I got 3 bromeliads from Josh's frogs. The leaves are kind of sagging and a bit curled up, ones a fireball, the other two are poca dots. The fireball will hold water unless the cup is more than half full, and the poca dots don't hold any water, it just keeps draining. They aren't looking to great, but it's only been 2 days since they came. i'm just worried they might die. Will they fix emselves?


----------



## Frogtofall (Feb 16, 2006)

Have pictures? Have you tried contacting Josh to ask? Typically bromeliads will over flow when they are too full. Like anything else...


----------



## jeffr (May 15, 2009)

how did you mount them?


----------



## johnyrocks (Jun 25, 2011)

jeffr said:


> how did you mount them?


I have pics, but it won't do any justice for the OP. I mounted them by stapling the stolon onto the GS background and one with a thick stolon i used tropi flora wire.


----------



## johnyrocks (Jun 25, 2011)

Frogtofall said:


> Have pictures? Have you tried contacting Josh to ask? Typically bromeliads will over flow when they are too full. Like anything else...


I mean if I fill it up it drains to about half that size and the others seem to drain through the stolons.


----------



## DartFrogs415 (Jul 24, 2010)

i had an order of bromeliads that were in shipping for about 11 days... when they arrived they were soft and slightly curled up. what i did was immediately put them into a room temperature water soak for about 30 minutes then gently acclimated them to light after being packed away in a box for 11 days (in other words, i didn't just put them under my light source right away. I put them off to the side in bright indirect light for a few hours.) 

After a few hours, the broms noticeably "perked" up as they absorbed water and began responding to the light. At this point, i put them into a 40 gallon breeder tank i use as a quarantine/grow-out plant tank, where i let them color up and regain strength for about a month, month and a half before mounting them in tanks.

I forgot to add that after the broms have soaked up their fill of water, I also do an additional step of disinfecting my plants with a mild bleach solution and dechlorinator rinse (absolutely hate nemerteans, slugs, snails), before putting in the grow out tank, but if your plants are looking as bad as you say, i might wait a little before treating with a bleach solution.

hope that helps


----------



## DartFrogs415 (Jul 24, 2010)

also forgot to add, since i just saw that you stapled the broms to the GS. I have never used that method or hot glue, because somehow i feel like it damages the plants.

I create a "X" shape with toothpicks and the top part of the "X" forms a "V" cup that you can sit the brom in. Over time the brom roots in and the toothpicks rot away under the moisture. With patience and time it has always worked successfully for me, even for broms like "echo" that store lots of water and are heavy.


----------



## johnyrocks (Jun 25, 2011)

DartFrogs415 said:


> also forgot to add, since i just saw that you stapled the broms to the GS. I have never used that method or hot glue, because somehow i feel like it damages the plants.
> 
> I create a "X" shape with toothpicks and the top part of the "X" forms a "V" cup that you can sit the brom in. Over time the brom roots in and the toothpicks rot away under the moisture. With patience and time it has always worked successfully for me, even for broms like "echo" that store lots of water and are heavy.

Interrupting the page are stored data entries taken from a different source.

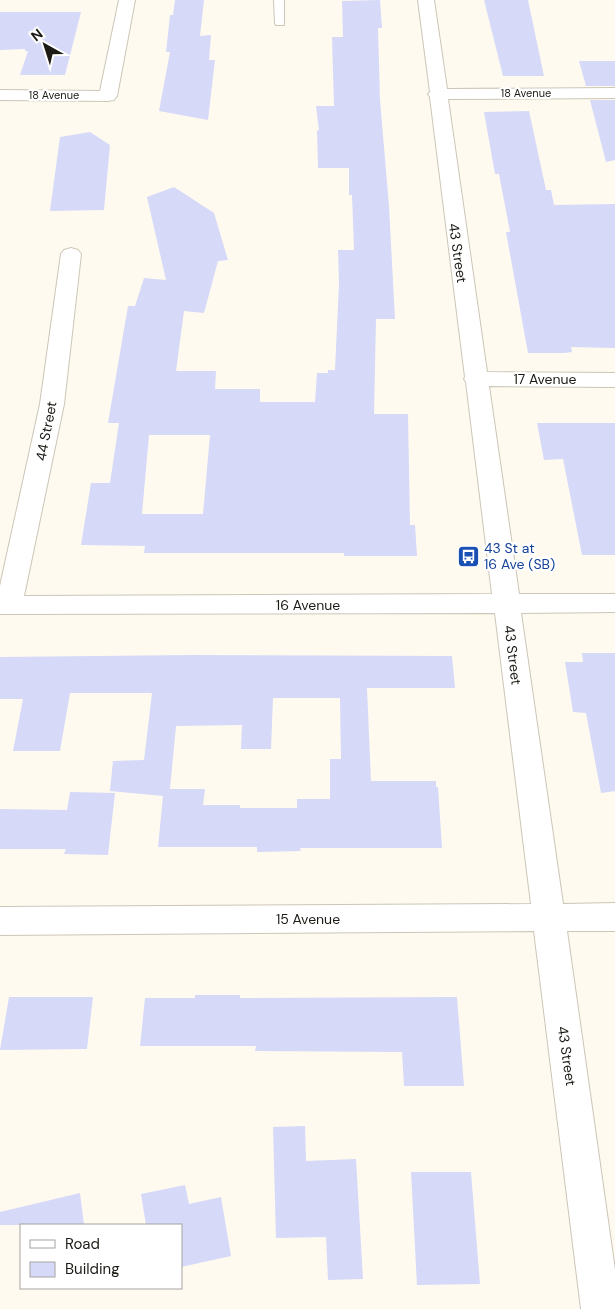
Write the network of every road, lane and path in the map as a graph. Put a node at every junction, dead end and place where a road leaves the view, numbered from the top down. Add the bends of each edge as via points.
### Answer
1 (127, 0) edge
2 (280, 0) edge
3 (426, 0) edge
4 (280, 23) dead end
5 (615, 92) edge
6 (437, 94) junction
7 (0, 95) edge
8 (71, 254) dead end
9 (475, 379) junction
10 (615, 380) edge
11 (615, 603) edge
12 (507, 604) junction
13 (5, 605) edge
14 (615, 917) edge
15 (548, 918) junction
16 (0, 921) edge
17 (601, 1309) edge

1 - 7 street, 18 Avenue via 108,96
2 - 4 lane
3 - 6 street, 43 Street
5 - 6 street, 18 Avenue
6 - 9 street, 43 Street
8 - 13 street, 44 Street via 52,404
9 - 10 street, 17 Avenue
9 - 12 street, 43 Street
11 - 12 street, 16 Avenue
12 - 13 street, 16 Avenue
12 - 15 street, 43 Street
14 - 15 street, 15 Avenue
15 - 16 street, 15 Avenue
15 - 17 street, 43 Street

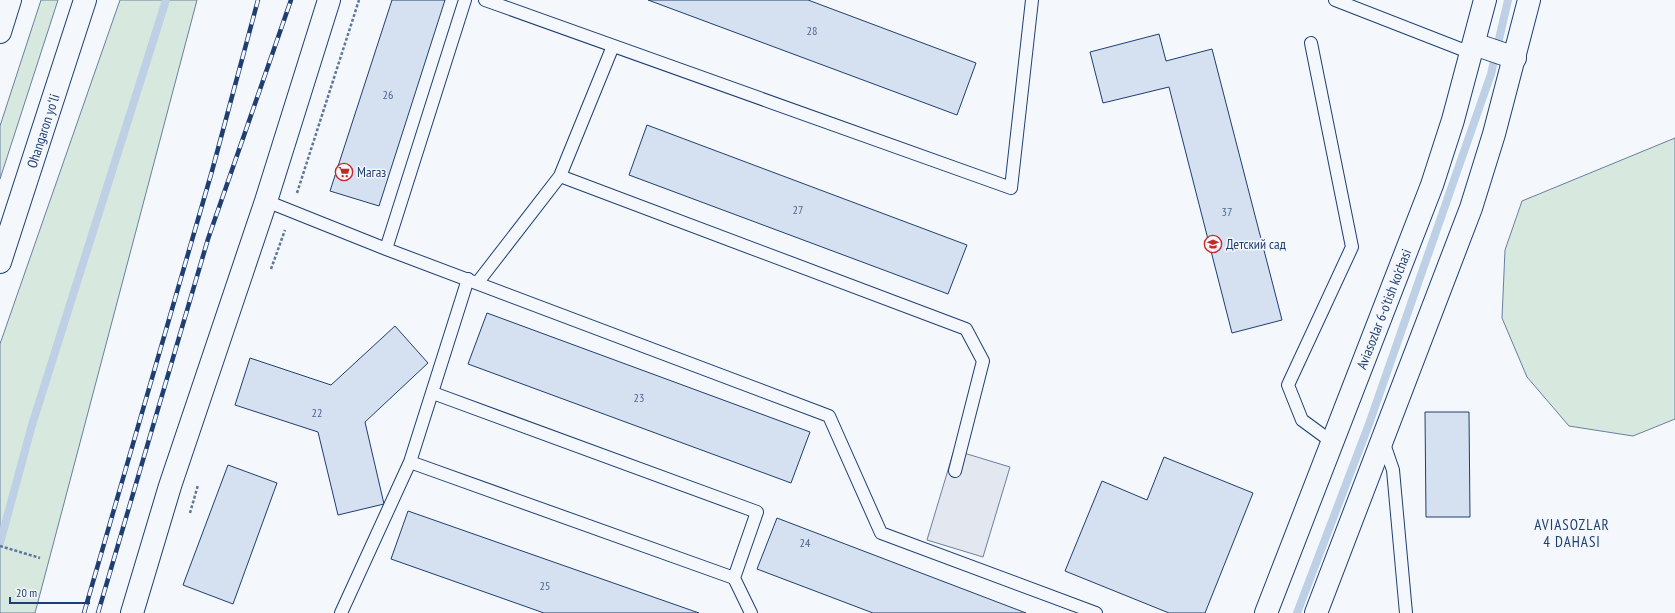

I do believe hot glue ruins them. I staple the stolon so it can't harm it. I'll have to try toothpicks though!


----------



## littlefrog (Sep 13, 2005)

Don't remember exactly which plants I sent you, but no bromeliad is going to hold water up to the very top. Half full is good, most hold less. Water is very heavy, after all. 

You'd be surprised how much water most bromeliads hold, even if they don't have deep cups. I can't count the times I've gotten soaked from even the littlest broms. And dart frogs need remarkably little water to raise tads, I've had some froglets in tanks that had no water holding bromeliads at all... I'm not at all clear on how that happened, but it happened in the same tank more than once.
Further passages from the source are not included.